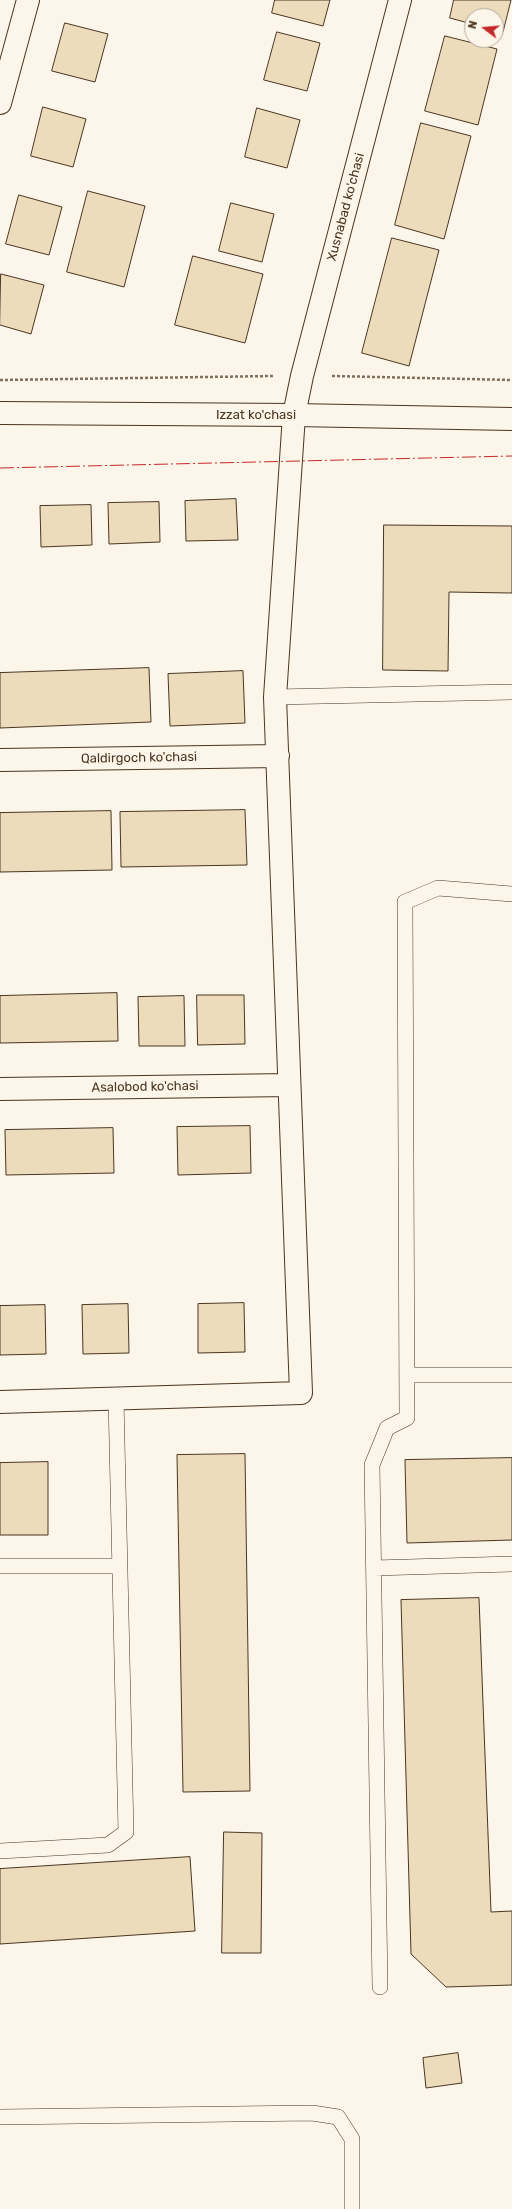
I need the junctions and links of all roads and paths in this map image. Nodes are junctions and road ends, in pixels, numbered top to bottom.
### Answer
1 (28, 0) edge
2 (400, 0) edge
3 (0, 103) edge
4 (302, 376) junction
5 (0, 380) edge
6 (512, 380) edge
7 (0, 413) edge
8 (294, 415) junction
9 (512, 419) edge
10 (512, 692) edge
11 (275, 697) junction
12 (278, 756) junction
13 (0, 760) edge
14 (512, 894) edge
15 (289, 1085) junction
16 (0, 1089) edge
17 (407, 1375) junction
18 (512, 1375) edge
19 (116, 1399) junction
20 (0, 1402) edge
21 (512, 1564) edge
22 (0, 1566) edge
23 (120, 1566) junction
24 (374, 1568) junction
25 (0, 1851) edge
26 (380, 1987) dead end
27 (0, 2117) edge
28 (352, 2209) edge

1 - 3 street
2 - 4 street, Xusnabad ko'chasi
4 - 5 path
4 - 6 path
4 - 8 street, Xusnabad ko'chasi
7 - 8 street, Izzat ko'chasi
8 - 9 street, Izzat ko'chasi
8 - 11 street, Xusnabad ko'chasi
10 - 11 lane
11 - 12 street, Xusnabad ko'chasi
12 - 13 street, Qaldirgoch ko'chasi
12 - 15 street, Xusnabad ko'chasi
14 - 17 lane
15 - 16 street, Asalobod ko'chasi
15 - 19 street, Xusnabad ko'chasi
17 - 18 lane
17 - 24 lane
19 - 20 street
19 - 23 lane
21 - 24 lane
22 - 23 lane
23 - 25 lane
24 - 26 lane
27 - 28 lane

***

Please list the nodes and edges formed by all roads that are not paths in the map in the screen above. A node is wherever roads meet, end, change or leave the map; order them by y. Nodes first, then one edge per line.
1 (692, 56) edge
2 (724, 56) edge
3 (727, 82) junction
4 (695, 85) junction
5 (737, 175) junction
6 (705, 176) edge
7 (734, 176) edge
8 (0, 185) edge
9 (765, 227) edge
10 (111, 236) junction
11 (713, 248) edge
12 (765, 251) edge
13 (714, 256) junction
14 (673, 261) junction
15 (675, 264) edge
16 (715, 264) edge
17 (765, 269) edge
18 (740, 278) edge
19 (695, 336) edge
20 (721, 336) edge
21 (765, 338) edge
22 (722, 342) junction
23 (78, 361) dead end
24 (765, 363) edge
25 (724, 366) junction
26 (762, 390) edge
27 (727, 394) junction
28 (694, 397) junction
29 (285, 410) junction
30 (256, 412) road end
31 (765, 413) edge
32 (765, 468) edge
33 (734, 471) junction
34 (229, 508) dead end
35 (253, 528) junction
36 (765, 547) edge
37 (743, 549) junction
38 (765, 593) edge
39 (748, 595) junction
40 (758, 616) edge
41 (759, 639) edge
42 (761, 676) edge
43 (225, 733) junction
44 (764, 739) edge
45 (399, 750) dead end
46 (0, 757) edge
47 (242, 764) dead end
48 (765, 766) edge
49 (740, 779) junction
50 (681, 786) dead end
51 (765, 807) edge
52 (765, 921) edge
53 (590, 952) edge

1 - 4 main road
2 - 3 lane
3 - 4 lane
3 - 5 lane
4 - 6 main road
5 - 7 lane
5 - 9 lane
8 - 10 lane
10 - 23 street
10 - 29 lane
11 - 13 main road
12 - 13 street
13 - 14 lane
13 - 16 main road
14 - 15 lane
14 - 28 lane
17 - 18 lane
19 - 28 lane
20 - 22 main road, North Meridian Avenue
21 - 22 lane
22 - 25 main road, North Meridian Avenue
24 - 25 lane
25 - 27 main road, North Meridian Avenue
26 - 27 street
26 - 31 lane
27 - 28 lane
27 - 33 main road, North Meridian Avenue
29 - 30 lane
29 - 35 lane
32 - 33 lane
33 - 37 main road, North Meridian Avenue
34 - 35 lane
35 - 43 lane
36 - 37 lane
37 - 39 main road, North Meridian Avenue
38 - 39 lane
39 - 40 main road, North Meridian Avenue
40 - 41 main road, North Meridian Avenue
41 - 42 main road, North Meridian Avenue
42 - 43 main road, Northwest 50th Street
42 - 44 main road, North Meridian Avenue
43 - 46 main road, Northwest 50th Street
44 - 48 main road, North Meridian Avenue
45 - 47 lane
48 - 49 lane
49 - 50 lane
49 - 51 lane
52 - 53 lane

***

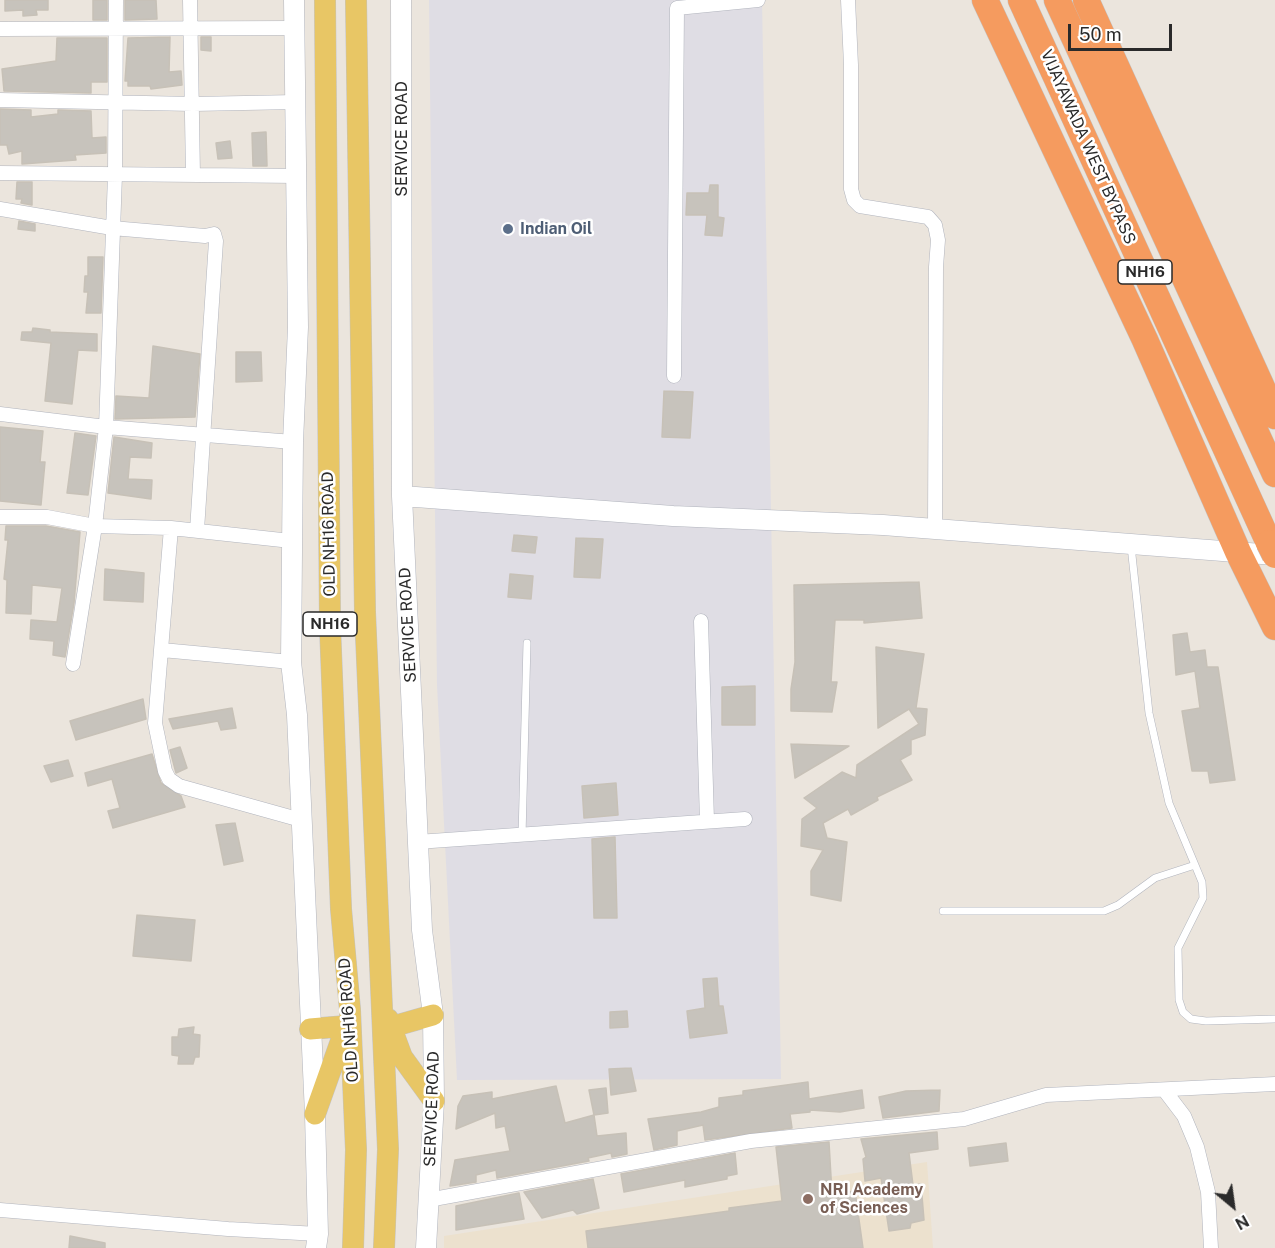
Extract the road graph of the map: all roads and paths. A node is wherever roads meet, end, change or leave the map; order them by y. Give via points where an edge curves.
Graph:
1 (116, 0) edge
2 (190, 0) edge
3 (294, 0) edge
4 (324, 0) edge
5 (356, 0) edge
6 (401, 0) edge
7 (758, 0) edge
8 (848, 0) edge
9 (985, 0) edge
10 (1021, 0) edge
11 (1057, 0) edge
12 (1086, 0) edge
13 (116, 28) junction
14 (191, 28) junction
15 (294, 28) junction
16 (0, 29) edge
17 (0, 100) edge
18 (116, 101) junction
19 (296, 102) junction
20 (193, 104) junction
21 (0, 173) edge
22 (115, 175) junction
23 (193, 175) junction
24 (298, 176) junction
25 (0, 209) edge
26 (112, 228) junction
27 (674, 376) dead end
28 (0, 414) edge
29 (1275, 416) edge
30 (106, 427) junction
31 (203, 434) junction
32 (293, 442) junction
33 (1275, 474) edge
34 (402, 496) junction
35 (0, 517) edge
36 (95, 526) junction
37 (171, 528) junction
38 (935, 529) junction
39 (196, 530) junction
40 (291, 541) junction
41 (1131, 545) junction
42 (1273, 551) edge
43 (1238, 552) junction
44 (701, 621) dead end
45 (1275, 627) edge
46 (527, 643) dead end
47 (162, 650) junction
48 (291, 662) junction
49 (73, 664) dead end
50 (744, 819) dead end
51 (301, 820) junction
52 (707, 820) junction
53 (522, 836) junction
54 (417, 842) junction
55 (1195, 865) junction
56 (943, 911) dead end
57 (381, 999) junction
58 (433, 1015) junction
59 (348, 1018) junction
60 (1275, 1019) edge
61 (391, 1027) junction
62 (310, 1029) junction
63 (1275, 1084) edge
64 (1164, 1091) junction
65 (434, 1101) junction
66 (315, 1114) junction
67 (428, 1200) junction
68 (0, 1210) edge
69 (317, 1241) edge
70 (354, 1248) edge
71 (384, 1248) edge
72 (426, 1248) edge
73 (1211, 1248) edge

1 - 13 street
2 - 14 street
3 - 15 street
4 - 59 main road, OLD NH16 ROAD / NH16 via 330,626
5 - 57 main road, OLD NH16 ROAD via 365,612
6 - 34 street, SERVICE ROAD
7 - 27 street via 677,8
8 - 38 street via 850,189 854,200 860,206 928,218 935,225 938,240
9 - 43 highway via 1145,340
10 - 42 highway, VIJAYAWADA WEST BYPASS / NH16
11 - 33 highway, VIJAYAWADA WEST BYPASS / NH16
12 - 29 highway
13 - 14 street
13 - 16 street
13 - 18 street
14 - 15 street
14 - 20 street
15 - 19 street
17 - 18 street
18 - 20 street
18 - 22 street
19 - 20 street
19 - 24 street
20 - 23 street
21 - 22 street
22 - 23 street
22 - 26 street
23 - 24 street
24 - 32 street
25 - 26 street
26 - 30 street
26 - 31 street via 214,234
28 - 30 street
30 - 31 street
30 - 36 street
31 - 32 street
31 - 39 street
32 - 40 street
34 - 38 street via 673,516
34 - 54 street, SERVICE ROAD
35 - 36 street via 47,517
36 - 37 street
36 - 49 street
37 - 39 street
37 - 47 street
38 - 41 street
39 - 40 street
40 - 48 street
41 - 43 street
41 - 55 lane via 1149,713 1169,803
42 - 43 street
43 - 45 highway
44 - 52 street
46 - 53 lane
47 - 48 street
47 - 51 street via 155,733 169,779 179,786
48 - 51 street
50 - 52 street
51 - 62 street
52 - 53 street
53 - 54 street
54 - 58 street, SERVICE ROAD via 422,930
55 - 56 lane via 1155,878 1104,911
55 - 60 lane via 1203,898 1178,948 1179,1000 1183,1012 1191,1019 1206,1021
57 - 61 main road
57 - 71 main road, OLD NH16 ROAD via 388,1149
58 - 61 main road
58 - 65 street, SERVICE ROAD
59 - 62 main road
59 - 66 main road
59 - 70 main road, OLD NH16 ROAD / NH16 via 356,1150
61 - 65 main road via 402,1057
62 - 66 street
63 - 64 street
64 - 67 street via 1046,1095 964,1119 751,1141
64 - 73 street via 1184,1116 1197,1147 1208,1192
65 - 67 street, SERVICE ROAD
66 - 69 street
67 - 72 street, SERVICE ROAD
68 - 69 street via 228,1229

***

— Exercise —
Would you copy each line of the records that contains "BYPASS"?

— Completed task —
10 - 42 highway, VIJAYAWADA WEST BYPASS / NH16
11 - 33 highway, VIJAYAWADA WEST BYPASS / NH16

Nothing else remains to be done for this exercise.